Download of PDB data, BMRB data, and creation of the shift-to-atom mapping table

The goal of this step is to automatically download all PDB and BMRB files specified in the mapping file, to find a mapping between PDB atoms and BMRB atoms, to perform referencing error correction, if so desired, and to store the resulting atom mapping for the later feature computation. This functionality is covered in our pipeline by a Python script as well, which starts by automatically downloading all files (PDB and BMRB) from their respective web interfaces. The pipeline then continues by identifying first corresponding residues, then atoms and shifts. In this stage, we store the residue alignment and its alignment score – which can be later used for quality filtering – in a mapping-related table. In addition, for each PDB–BMRB chain pair we store general information that is related solely to the PDB or BMRB entity: NMR experimental information like availability of H, C or N NMR chemical shifts, the NMR spectrometer used in the experiment, the experimental conditions like solution, pH, temperature, and pressure.

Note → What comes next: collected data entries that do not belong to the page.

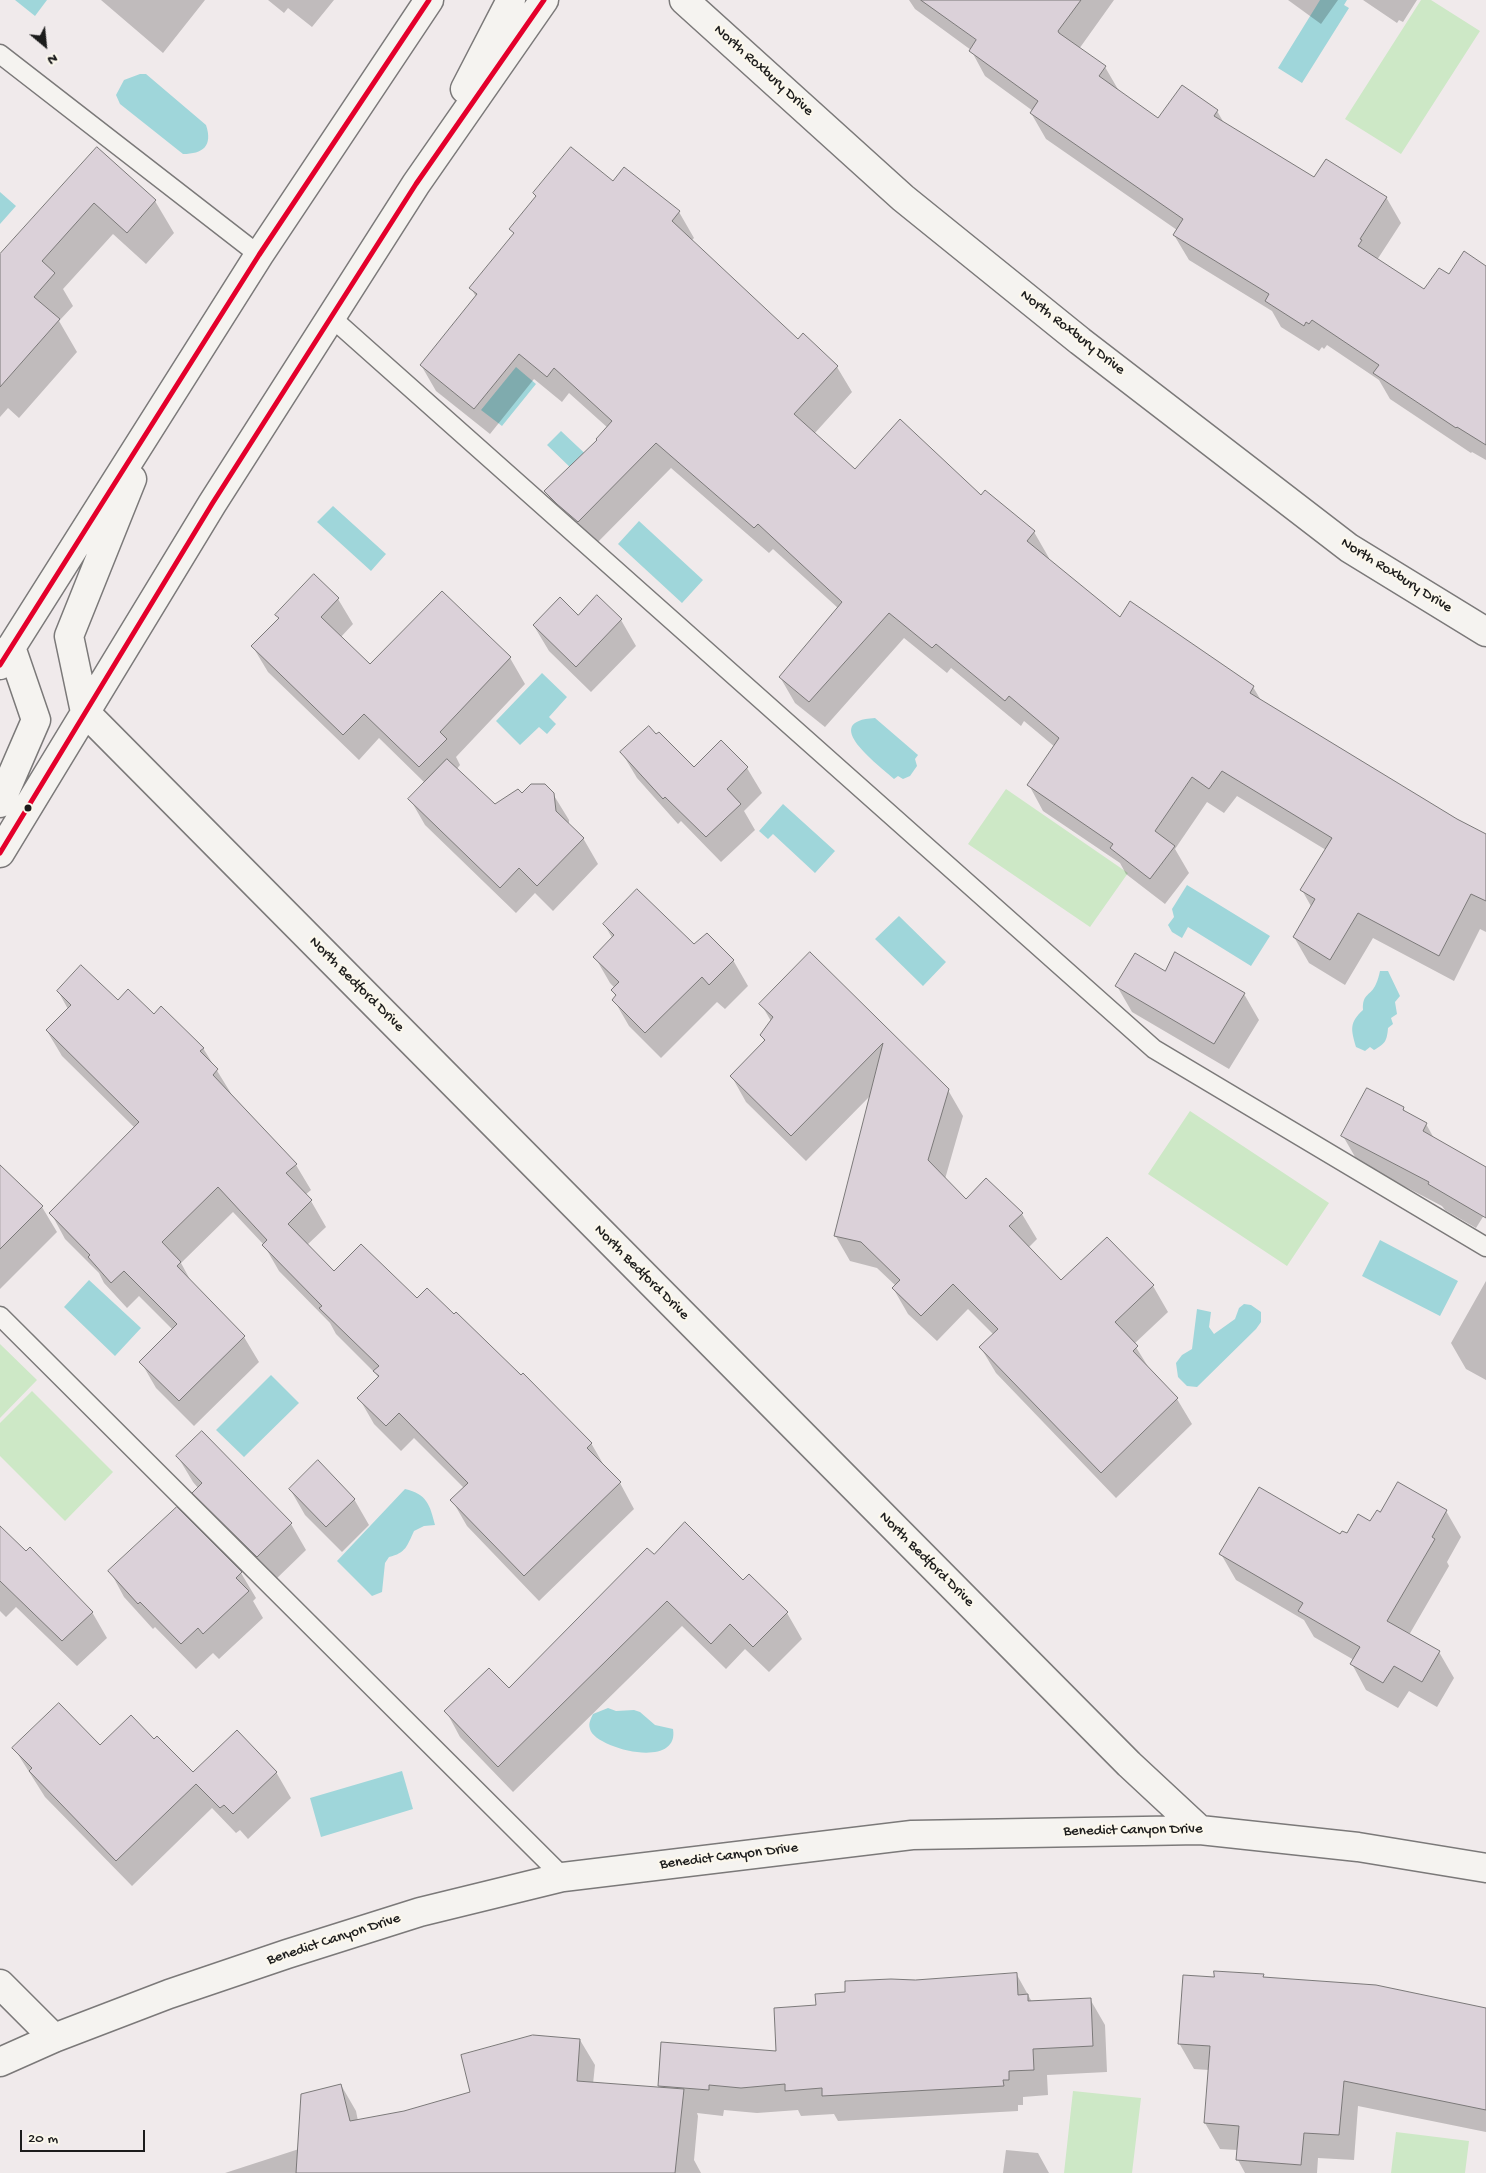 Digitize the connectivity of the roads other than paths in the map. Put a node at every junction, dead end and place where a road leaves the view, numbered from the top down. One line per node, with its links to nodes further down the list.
1 (428, 0): 7 (street)
2 (511, 0): 6 (street)
3 (544, 0): 6 (street)
4 (684, 0): 10 (street, North Roxbury Drive)
5 (0, 54): 7 (lane)
6 (416, 184): 8 (street)
7 (259, 255): 9 (street)
8 (332, 318): 12 (street); 15 (lane)
9 (158, 415): 11 (street); 12 (street)
10 (1486, 632)
11 (4, 650): 13 (street)
12 (85, 712): 14 (street); 17 (street, North Bedford Drive)
13 (0, 803)
14 (0, 853)
15 (1486, 1247)
16 (0, 1316): 19 (lane)
17 (1200, 1830): 18 (street, Benedict Canyon Drive); 19 (street, Benedict Canyon Drive)
18 (1486, 1868)
19 (563, 1877): 21 (street, Benedict Canyon Drive)
20 (0, 1984): 21 (street)
21 (54, 2038): 22 (street, Benedict Canyon Drive)
22 (0, 2062)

The NMR information is parsed via BALL’s Python interface, PDB information can be taken from the PDB’s RESTful web service. Now, finally having access to the NMR file, further shift re-referencing through external programs could be added to the pipeline. This step can be skipped if re-referencing is not desired, or if the data has been taken from an intrinsically reference-corrected source, such as the RefDB.

Choice of input features

The choice of features to be provided to the statistical model is governed by a feature definition file. Besides some background descriptors needed for administrative issues (PDB id, chain id, residue id, Amber atom name, and experimental shift) we offer a large number of features as input for the prediction model. Our framework currently provides sequential (current, pre- and successor amino acid types, sequence length, alignment score), structural (torsional angles and secondary structure elements, explicit backbone distances, solvent accessible surface contributions, atomic densities, hydrogen and disulfide bonds), force field based (atom types, Amber energies) and experimental features (presence of H, C or N shifts, temperature, pH, pressure, solution, NMR spectrometer) as well as semi-classical contributions (Random coil effect, Ring current effect, Electric field effect, and Hydrogen bond effect). A detailed definition of each feature can be found in the Additional file 1. A number of these features is already known to the community, but we developed new features as well. Performances of all features are described in the Additional file 1 as well. By commenting out lines in this feature definition file, pre-defined features can be easily excluded. Feature implementation is greatly simplified by BALL, which offers data structures and pre-implemented functionality for such tasks. In our pipeline, each feature is represented by a string that can be easily added to the list of features to compute. A C++ class connects these strings to functions that compute these features.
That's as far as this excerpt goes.